I feel like, best case, its a Tesla situation, he clears the legislative roadblocks and solves some critical engineering problem by throwing money at it, and then other, better people step in to actually do it. Also triple the time he says it will take to solve the problem.
And then, ultimately, as parts fail theres diminishing returns on the satellite. And you dont even get to take the old hardware to the secondary market, it gets dropped in the ocean or burnt up on reentry.
Are there many of those current satellites running gpus and actually generating lots of heat?
Principally speaking, as much energy as satellite receives from solar panels it needs to send away - and often a lot of it is in the form of heat. So, the question is, how much energy is received in the first place. We currently have some quarter of megawatt of solar panels of ISS, so in principal - in principal - we know how to do this kind of scale per satellite. In practice we perhaps will have more smaller satellites which together aggregate the compute to the necessary lever and power to the corresponding level.

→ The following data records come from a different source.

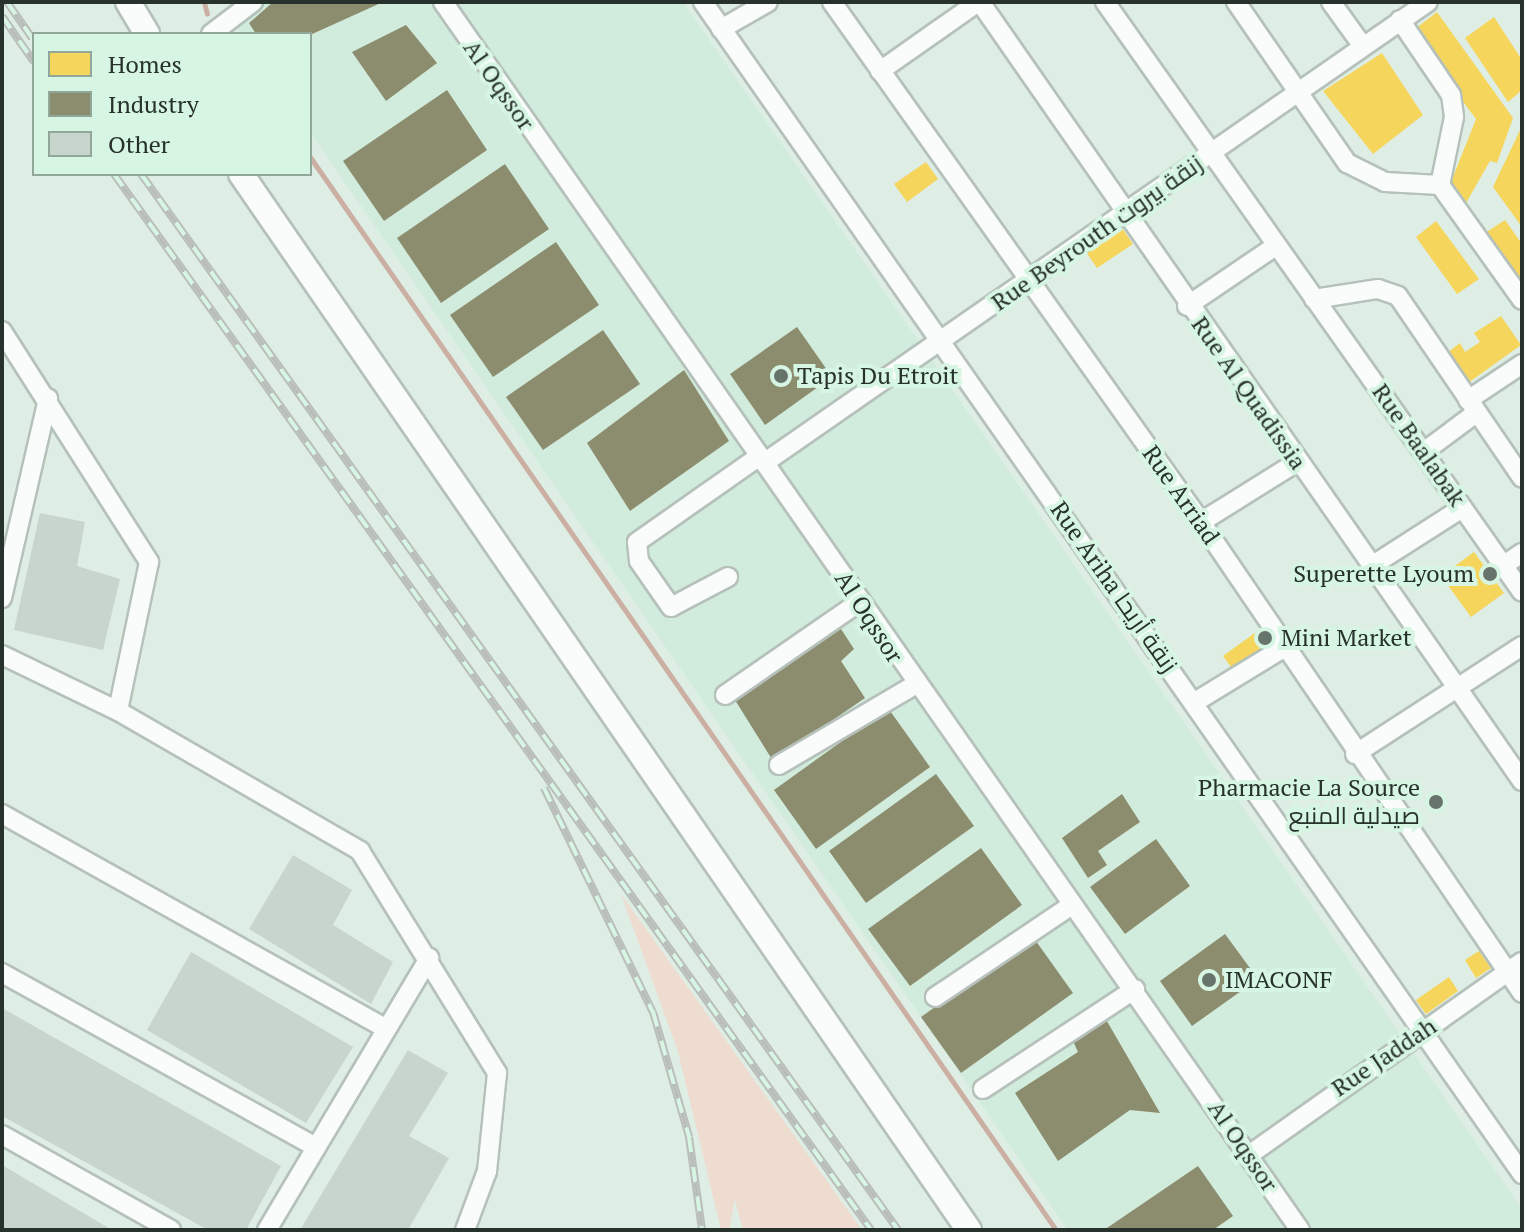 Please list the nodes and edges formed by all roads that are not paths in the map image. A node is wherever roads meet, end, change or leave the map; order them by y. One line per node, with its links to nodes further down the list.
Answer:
1 (128, 2): 14 (main road)
2 (253, 2): 15 (street)
3 (443, 2): 34 (street, Al Oqssor)
4 (703, 2): 13 (street, Rue Ariha زنقة أريحا)
5 (768, 2): 13 (street)
6 (832, 2): 17 (street, Rue Arriad)
7 (979, 2): 17 (street); 22 (street, Rue Al Quadissia)
8 (1105, 2): 19 (street, Rue Baalabak)
9 (1236, 2): 18 (street)
10 (1331, 2): 16 (street)
11 (1426, 3): 12 (street, Rue Beyrouth زنقة بيروت)
12 (1400, 20): 16 (street, Rue Beyrouth زنقة بيروت); 21 (street)
13 (721, 29): 29 (street, Rue Ariha زنقة أريحا)
14 (146, 32)
15 (214, 32)
16 (1362, 45): 18 (street, Rue Beyrouth زنقة بيروت)
17 (880, 71): 24 (street, Rue Arriad)
18 (1298, 88): 19 (street, Rue Beyrouth زنقة بيروت); 21 (street)
19 (1207, 156): 22 (street, Rue Beyrouth زنقة بيروت); 23 (street, Rue Baalabak)
20 (242, 176): 75 (main road)
21 (1440, 185): 26 (street)
22 (1123, 215): 24 (street, Rue Beyrouth زنقة بيروت); 27 (street, Rue Al Quadissia)
23 (1274, 247): 25 (street, Rue Baalabak); 27 (street)
24 (1031, 281): 29 (street, Rue Beyrouth زنقة بيروت); 38 (street, Rue Arriad)
25 (1314, 299): 32 (street); 33 (street, Rue Baalabak)
26 (1522, 300)
27 (1187, 306): 35 (street, Rue Al Quadissia)
28 (2, 331): 31 (street)
29 (942, 342): 34 (street, Rue Beyrouth زنقة بيروت); 52 (street, Rue Ariha زنقة أريحا)
30 (1522, 364): 32 (street)
31 (48, 398): 44 (street); 53 (street)
32 (1472, 406): 33 (street); 36 (street)
33 (1425, 451): 37 (street, Rue Baalabak)
34 (762, 460): 42 (street, Rue Beyrouth زنقة بيروت); 45 (street, Al Oqssor)
35 (1297, 462): 38 (street); 40 (street, Rue Al Quadissia)
36 (1522, 478)
37 (1462, 508): 40 (street); 41 (street, Rue Baalabak)
38 (1201, 522): 47 (street, Rue Arriad)
39 (1522, 553): 41 (street)
40 (1373, 565): 50 (street, Rue Al Quadissia)
41 (1504, 565): 43 (street, Rue Baalabak)
42 (728, 577)
43 (1522, 592)
44 (2, 598)
45 (861, 601): 49 (street, Al Oqssor); 51 (street)
46 (1522, 646): 50 (street)
47 (1285, 647): 52 (street); 54 (street, Rue Arriad)
48 (2, 655): 53 (street)
49 (913, 686): 55 (street); 58 (street, Al Oqssor)
50 (1458, 688): 54 (street); 56 (street, Rue Al Quadissia)
51 (725, 695)
52 (1195, 702): 66 (street, Rue Ariha زنقة أريحا)
53 (118, 711): 59 (street)
54 (1355, 754): 60 (street, Rue Arriad)
55 (779, 765)
56 (1522, 781)
57 (2, 814): 65 (street)
58 (1072, 905): 62 (street, Al Oqssor); 64 (street)
59 (429, 958): 65 (street); 74 (street)
60 (1514, 966): 63 (street, Rue Arriad); 66 (street, Rue Jaddah)
61 (2, 973): 69 (street)
62 (1135, 989): 67 (street); 70 (street, Al Oqssor)
63 (1522, 993)
64 (935, 997)
65 (386, 1029): 69 (street)
66 (1422, 1032): 70 (street, Rue Jaddah); 71 (street, Rue Ariha زنقة أريحا)
67 (983, 1089)
68 (2, 1135): 72 (street)
69 (316, 1147): 73 (street)
70 (1249, 1155): 76 (street, Al Oqssor)
71 (1522, 1174)
72 (171, 1230)
73 (267, 1230)
74 (465, 1230)
75 (969, 1230)
76 (1300, 1230) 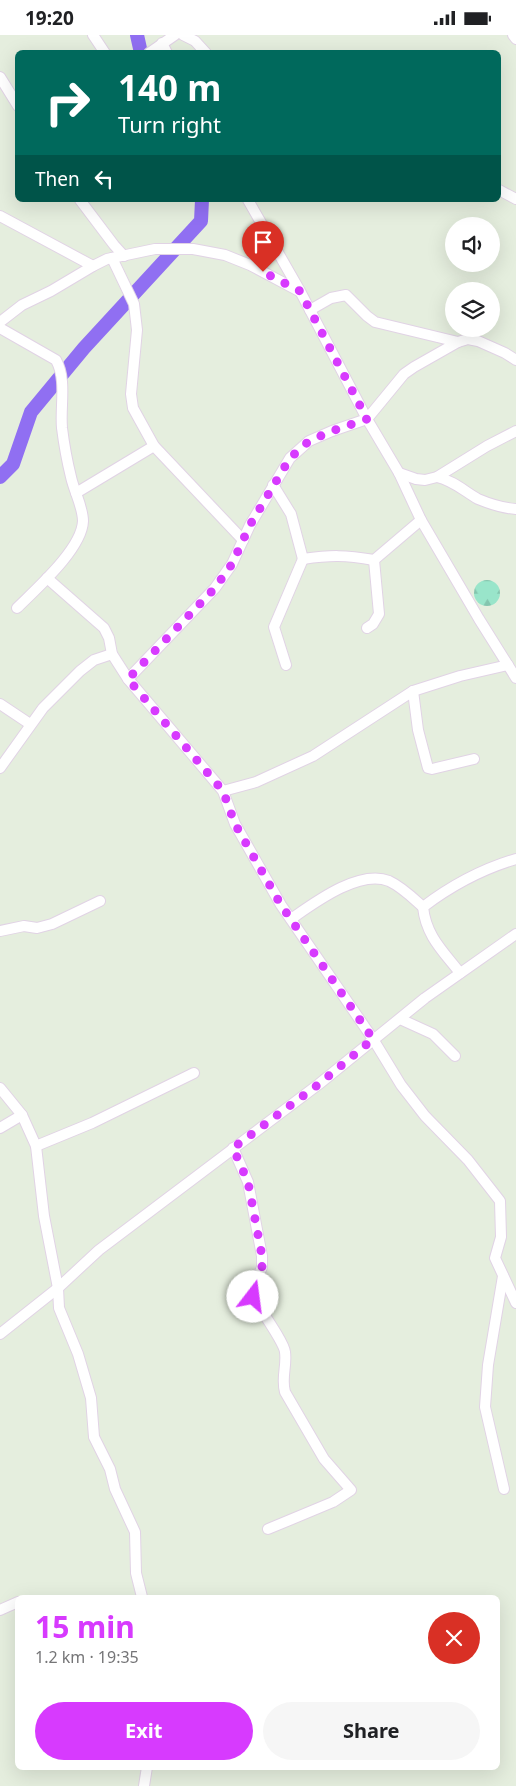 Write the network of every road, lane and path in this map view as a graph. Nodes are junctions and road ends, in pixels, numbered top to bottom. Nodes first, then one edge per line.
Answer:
1 (93, 35) edge
2 (175, 35) edge
3 (183, 35) edge
4 (514, 35) edge
5 (516, 39) edge
6 (165, 48) edge
7 (103, 50) edge
8 (203, 50) edge
9 (0, 77) edge
10 (15, 101) edge
11 (501, 191) edge
12 (516, 199) edge
13 (82, 202) edge
14 (249, 202) edge
15 (0, 216) edge
16 (124, 256) junction
17 (112, 258) junction
18 (92, 266) junction
19 (300, 291) junction
20 (310, 310) junction
21 (0, 322) edge
22 (0, 329) edge
23 (458, 342) junction
24 (516, 360) edge
25 (367, 419) junction
26 (516, 431) edge
27 (154, 446) junction
28 (399, 473) junction
29 (437, 477) junction
30 (274, 485) junction
31 (76, 493) junction
32 (516, 509) edge
33 (421, 520) junction
34 (243, 540) junction
35 (303, 559) junction
36 (374, 560) junction
37 (47, 578) junction
38 (17, 608) dead end
39 (367, 629) dead end
40 (112, 654) junction
41 (286, 665) dead end
42 (513, 671) edge
43 (128, 679) junction
44 (413, 691) junction
45 (0, 704) edge
46 (30, 724) junction
47 (474, 759) dead end
48 (0, 768) edge
49 (223, 791) junction
50 (516, 859) edge
51 (100, 901) dead end
52 (423, 907) junction
53 (291, 919) junction
54 (0, 931) edge
55 (516, 934) edge
56 (460, 973) junction
57 (400, 1019) junction
58 (373, 1039) junction
59 (455, 1056) dead end
60 (194, 1073) dead end
61 (0, 1088) edge
62 (22, 1115) junction
63 (0, 1128) edge
64 (36, 1146) junction
65 (233, 1148) junction
66 (503, 1276) junction
67 (58, 1288) junction
68 (516, 1303) edge
69 (2, 1330) edge
70 (504, 1489) dead end
71 (268, 1529) dead end
72 (142, 1595) edge
73 (15, 1603) edge
74 (0, 1610) edge
75 (147, 1770) edge
76 (144, 1786) edge

1 - 7 street
2 - 6 street
3 - 8 street
4 - 5 street
9 - 10 street
11 - 12 street
13 - 16 street
14 - 19 street
15 - 18 street
16 - 17 street
16 - 19 street
17 - 18 street
17 - 27 street
18 - 21 street
19 - 20 street
20 - 23 street
20 - 25 street
22 - 31 street
23 - 24 street
23 - 25 street
25 - 28 street
25 - 30 street
26 - 29 street
27 - 31 street
27 - 34 street
28 - 29 street
28 - 33 street
29 - 32 street
30 - 34 street
30 - 35 street
31 - 37 street
33 - 36 street
33 - 42 street
34 - 43 street
35 - 36 street
35 - 41 street
36 - 39 street
37 - 38 street
37 - 40 street
40 - 43 street
40 - 46 street
42 - 44 street
43 - 49 street
44 - 47 street
44 - 49 street
45 - 46 street
46 - 48 street
49 - 53 street
50 - 52 street
51 - 54 street
52 - 53 street
52 - 56 street
53 - 58 street
55 - 56 street
56 - 57 street
57 - 58 street
57 - 59 street
58 - 65 street
58 - 66 street
60 - 64 street
61 - 62 street
62 - 63 street
62 - 64 street
64 - 67 street
65 - 67 street
65 - 71 street
66 - 68 street
66 - 70 street
67 - 69 street
67 - 72 street
73 - 74 street
75 - 76 street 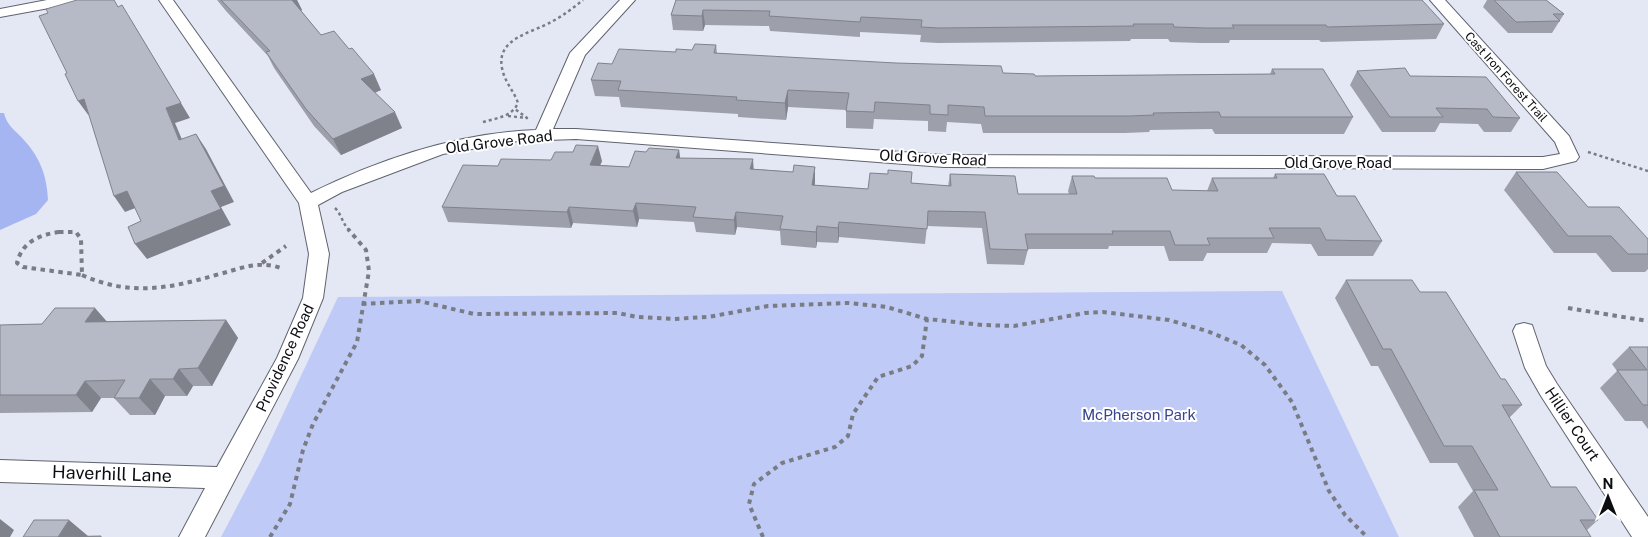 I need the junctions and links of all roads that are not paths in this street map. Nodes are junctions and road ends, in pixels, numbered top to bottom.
1 (71, 0) edge
2 (166, 0) edge
3 (628, 0) edge
4 (1437, 0) edge
5 (0, 13) edge
6 (542, 135) junction
7 (1570, 157) joint
8 (308, 202) junction
9 (1524, 331) dead end
10 (0, 471) edge
11 (225, 478) junction
12 (192, 537) edge
13 (1647, 537) edge

1 - 5 street
2 - 8 street, Providence Road
3 - 6 street
4 - 7 street, Cast Iron Forest Trail
6 - 7 street, Old Grove Road
6 - 8 street, Old Grove Road
8 - 11 street, Providence Road
9 - 13 street, Hillier Court
10 - 11 street, Haverhill Lane
11 - 12 street, Providence Road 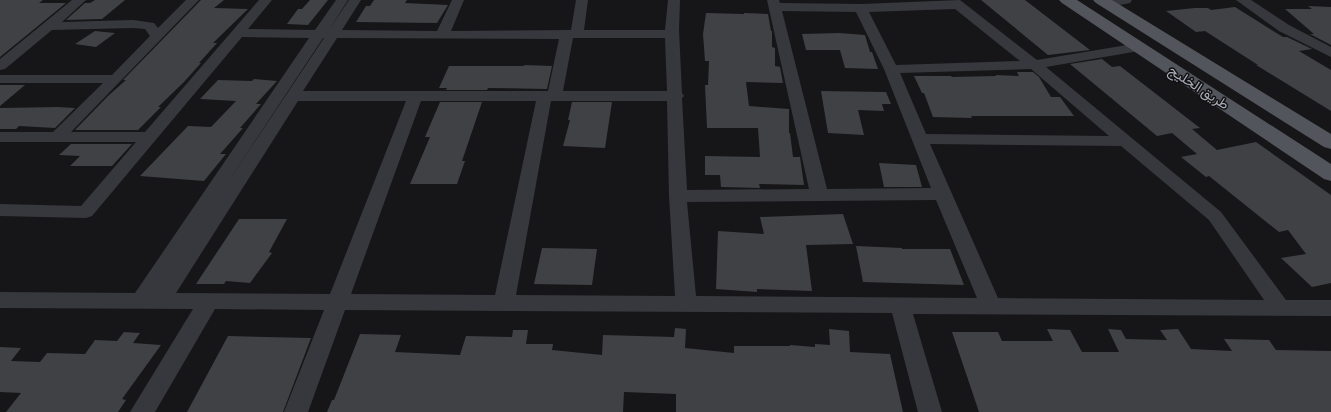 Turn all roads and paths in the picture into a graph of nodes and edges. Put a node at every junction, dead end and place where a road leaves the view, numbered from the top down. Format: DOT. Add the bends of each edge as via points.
graph roads {
  1 [pos="80,0"];
  2 [pos="193,0"];
  3 [pos="266,0"];
  4 [pos="342,0"];
  5 [pos="355,0"];
  6 [pos="458,0"];
  7 [pos="582,0"];
  8 [pos="674,0"];
  9 [pos="1067,0"];
  10 [pos="1126,0"];
  11 [pos="1242,0"];
  12 [pos="1102,1"];
  13 [pos="955,2"];
  14 [pos="774,4"];
  15 [pos="862,8"];
  16 [pos="48,26"];
  17 [pos="239,33"];
  18 [pos="326,33"];
  19 [pos="572,34"];
  20 [pos="673,34"];
  21 [pos="442,35"];
  22 [pos="158,36"];
  23 [pos="1138,47"];
  24 [pos="1330,52"];
  25 [pos="1034,65"];
  26 [pos="0,66"];
  27 [pos="892,69"];
  28 [pos="0,79"];
  29 [pos="116,79"];
  30 [pos="293,96"];
  31 [pos="415,96"];
  32 [pos="550,96"];
  33 [pos="676,96"];
  34 [pos="0,136"];
  35 [pos="57,137"];
  36 [pos="150,137"];
  37 [pos="920,139"];
  38 [pos="1125,142"];
  39 [pos="1331,143"];
  40 [pos="1331,174"];
  41 [pos="819,194"];
  42 [pos="942,194"];
  43 [pos="678,196"];
  44 [pos="0,210"];
  45 [pos="0,300"];
  46 [pos="150,301"];
  47 [pos="209,301"];
  48 [pos="337,302"];
  49 [pos="504,303"];
  50 [pos="686,304"];
  51 [pos="900,306"];
  52 [pos="991,306"];
  53 [pos="1281,308"];
  54 [pos="1331,308"];
  55 [pos="142,412"];
  56 [pos="296,412"];
  57 [pos="930,412"];
  1 -- 16 [label="street"];
  2 -- 22 [label="street"];
  3 -- 17 [label="street"];
  4 -- 18 [label="street"];
  5 -- 18 [label="street"];
  6 -- 21 [label="street"];
  7 -- 19 [label="street"];
  8 -- 20 [label="street"];
  9 -- 23 [label="main road, طريق الخليج"];
  10 -- 12 [label="street"];
  11 -- 24 [label="street" via="1284,28"];
  12 -- 39 [label="main road, طريق الخليج"];
  13 -- 15 [label="street"];
  13 -- 25 [label="street"];
  14 -- 15 [label="street"];
  14 -- 41 [label="street"];
  15 -- 27 [label="street"];
  16 -- 22 [label="street" via="133,24 149,26"];
  16 -- 26 [label="street"];
  17 -- 18 [label="street"];
  17 -- 36 [label="street"];
  18 -- 21 [label="street"];
  18 -- 30 [label="street"];
  18 -- 46 [label="street" via="259,121"];
  19 -- 20 [label="street"];
  19 -- 21 [label="street"];
  19 -- 32 [label="street"];
  20 -- 33 [label="street"];
  22 -- 29 [label="street"];
  23 -- 25 [label="street"];
  23 -- 40 [label="main road, طريق الخليج"];
  25 -- 27 [label="street"];
  25 -- 38 [label="street"];
  27 -- 37 [label="street"];
  28 -- 29 [label="street"];
  29 -- 35 [label="street"];
  30 -- 31 [label="street"];
  30 -- 46 [label="street"];
  31 -- 32 [label="street"];
  31 -- 48 [label="street"];
  32 -- 33 [label="street"];
  32 -- 49 [label="street"];
  33 -- 43 [label="street"];
  34 -- 35 [label="street"];
  35 -- 36 [label="street"];
  36 -- 44 [label="street" via="86,212"];
  37 -- 38 [label="street"];
  37 -- 42 [label="street"];
  38 -- 53 [label="street" via="1215,216"];
  41 -- 42 [label="street"];
  41 -- 43 [label="street"];
  42 -- 52 [label="street"];
  43 -- 50 [label="street"];
  45 -- 46 [label="street"];
  46 -- 47 [label="street"];
  47 -- 48 [label="street"];
  47 -- 55 [label="street"];
  48 -- 49 [label="street"];
  48 -- 56 [label="street"];
  49 -- 50 [label="street"];
  50 -- 51 [label="street"];
  51 -- 52 [label="street"];
  51 -- 57 [label="street"];
  52 -- 53 [label="street"];
  53 -- 54 [label="street"];
}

> We currently have some quarter of megawatt of solar panels of ISS
It's average outbut is like half of that though. So something the size of the space station, a massive thing which is largely solar panels and radiators, can do like 120kW sustained. Like 1-2 racks of GPUs, assuming you used the entire power budget on GPUs.
And we're going to build and launch millions of these.
The ISS's radiators weigh thousands of kilograms to radiate around 70 KW. He's talking about building data centers in space in the GW range.
Assuming he built this in LEO (which doesn't make sense because of atmospheric drag), and the highest estimates for what starship could one day deliver to LEO (200 metric tons), and only 1 metric ton of radiators per 100KW, that's 50 launches just to carry up the radiators.
It’s a vacuum
Vacuum being so famous for not conducting heat that we use it to keep our coffee hot
which is why the whole idea of data centers in space is ridiculous.
I'm glad to realize we're in violent agreement, I thought you were implying cooling would be easy due to the vacuum!